### [WHAT NEEDS TO BE DONE]
What lines below hold the string "dead"? Copy them all.

### [TASK INPUTS]

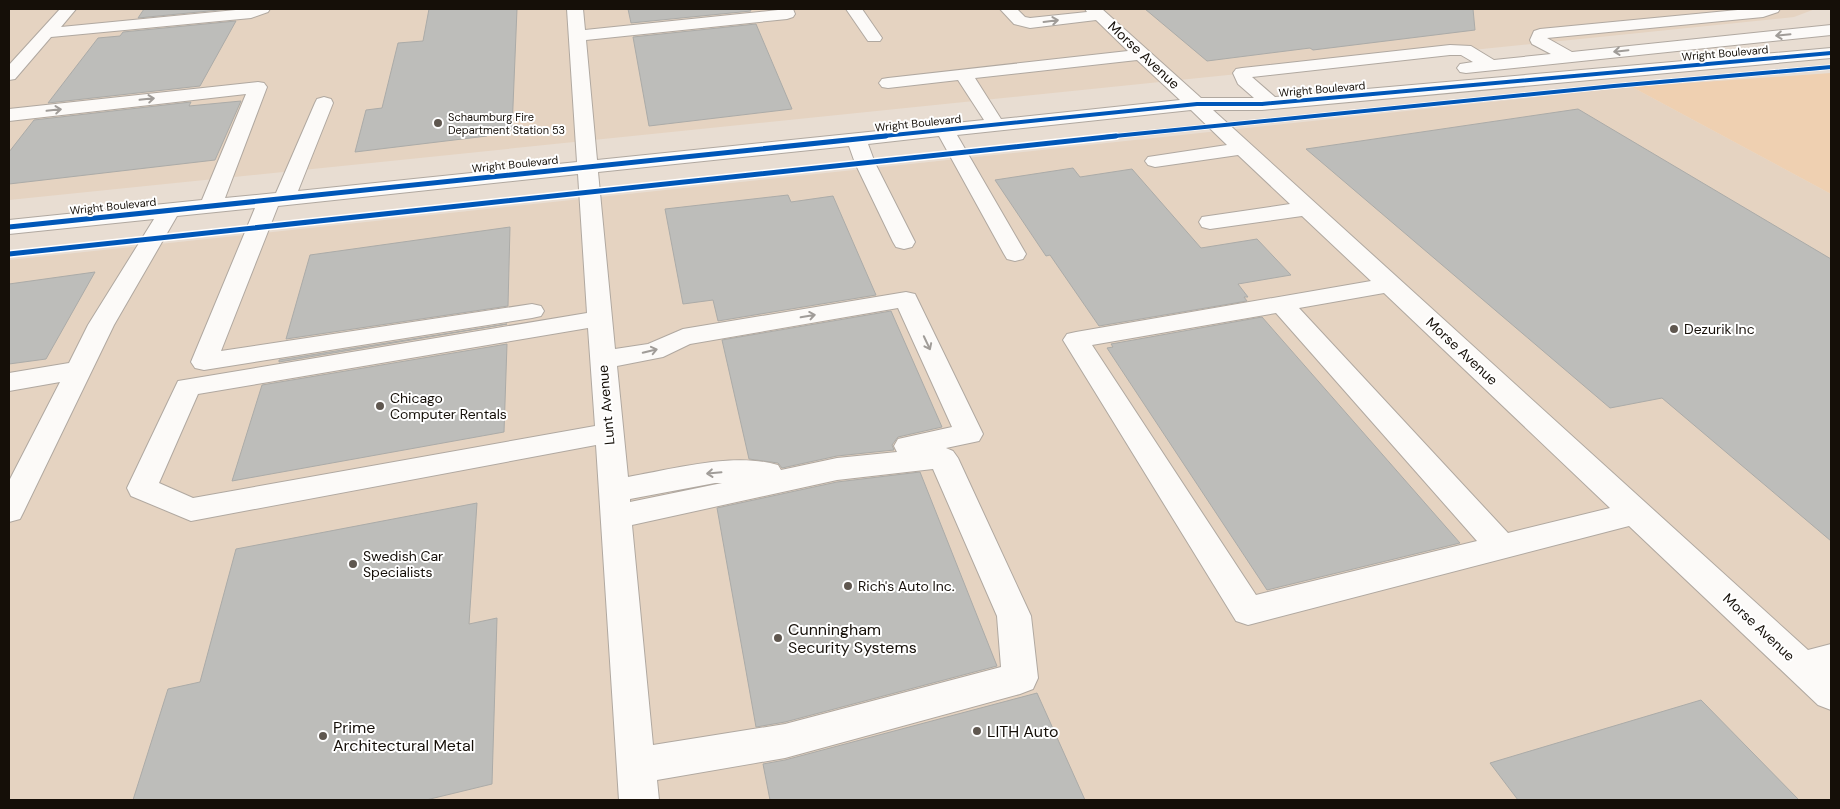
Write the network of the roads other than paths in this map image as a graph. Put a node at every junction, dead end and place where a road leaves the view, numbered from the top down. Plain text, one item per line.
1 (68, 9) edge
2 (262, 9) edge
3 (575, 9) edge
4 (785, 9) edge
5 (854, 9) edge
6 (1008, 9) edge
7 (1772, 9) edge
8 (1097, 12) edge
9 (1831, 30) edge
10 (47, 33) junction
11 (577, 36) junction
12 (874, 38) dead end
13 (1831, 53) edge
14 (1142, 54) junction
15 (1570, 57) junction
16 (1490, 65) junction
17 (1451, 69) dead end
18 (963, 74) junction
19 (9, 75) edge
20 (1362, 78) dead end
21 (888, 83) dead end
22 (1254, 90) junction
23 (324, 103) dead end
24 (1270, 103) junction
25 (1197, 104) junction
26 (9, 115) edge
27 (996, 125) junction
28 (945, 130) junction
29 (856, 139) junction
30 (1244, 148) junction
31 (1155, 161) dead end
32 (586, 166) junction
33 (276, 199) junction
34 (211, 206) junction
35 (1309, 208) junction
36 (170, 210) junction
37 (1210, 222) dead end
38 (9, 227) edge
39 (904, 242) dead end
40 (1015, 254) dead end
41 (1391, 285) junction
42 (1281, 304) junction
43 (598, 310) junction
44 (602, 360) junction
45 (79, 370) junction
46 (9, 382) edge
47 (608, 434) junction
48 (614, 504) junction
49 (9, 511) edge
50 (1636, 513) junction
51 (1502, 548) junction
52 (1816, 663) edge
53 (1831, 694) edge
54 (638, 791) edge

1 - 10 street
2 - 10 street
3 - 11 street, Lunt Avenue
4 - 11 street
5 - 12 street
6 -> 8 street
7 - 15 street
8 - 14 street, Morse Avenue
9 -> 15 street, Wright Boulevard
10 - 19 street
11 - 32 street, Lunt Avenue
13 - 24 street, Wright Boulevard
14 - 18 street
14 - 25 street, Morse Avenue
15 - 16 street, Wright Boulevard
16 - 17 street, Wright Boulevard
16 - 22 street
18 - 21 street
18 - 27 street
20 - 22 street, Wright Boulevard
22 - 24 street
22 - 25 street, Wright Boulevard
23 - 33 street
24 - 25 street, Wright Boulevard
25 - 27 street, Wright Boulevard
25 - 30 street, Morse Avenue
26 -> 34 street
27 - 28 street, Wright Boulevard
28 - 29 street, Wright Boulevard
28 - 40 street
29 - 32 street, Wright Boulevard
29 - 39 street
30 - 31 street
30 - 35 street, Morse Avenue
32 - 33 street, Wright Boulevard
32 - 43 street, Lunt Avenue
33 - 34 street, Wright Boulevard
33 - 43 street
34 - 36 street, Wright Boulevard
35 - 37 street
35 - 41 street, Morse Avenue
36 - 38 street, Wright Boulevard
36 - 45 street
41 - 42 street
41 - 50 street, Morse Avenue
42 - 51 street
42 - 51 street
43 - 44 street, Lunt Avenue
43 - 47 street
44 - 47 street, Lunt Avenue
44 -> 48 street
45 - 46 street
45 - 49 street
47 - 48 street, Lunt Avenue
48 - 54 street, Lunt Avenue
48 - 54 street
50 - 51 street
50 - 52 street, Morse Avenue
52 - 53 street, Morse Avenue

### [EXERCISE OUTPUT]
Write the network of the roads other than paths in this map image as a graph. Put a node at every junction, dead end and place where a road leaves the view, numbered from the top down. Plain text, one item per line.
12 (874, 38) dead end
17 (1451, 69) dead end
20 (1362, 78) dead end
21 (888, 83) dead end
23 (324, 103) dead end
31 (1155, 161) dead end
37 (1210, 222) dead end
39 (904, 242) dead end
40 (1015, 254) dead end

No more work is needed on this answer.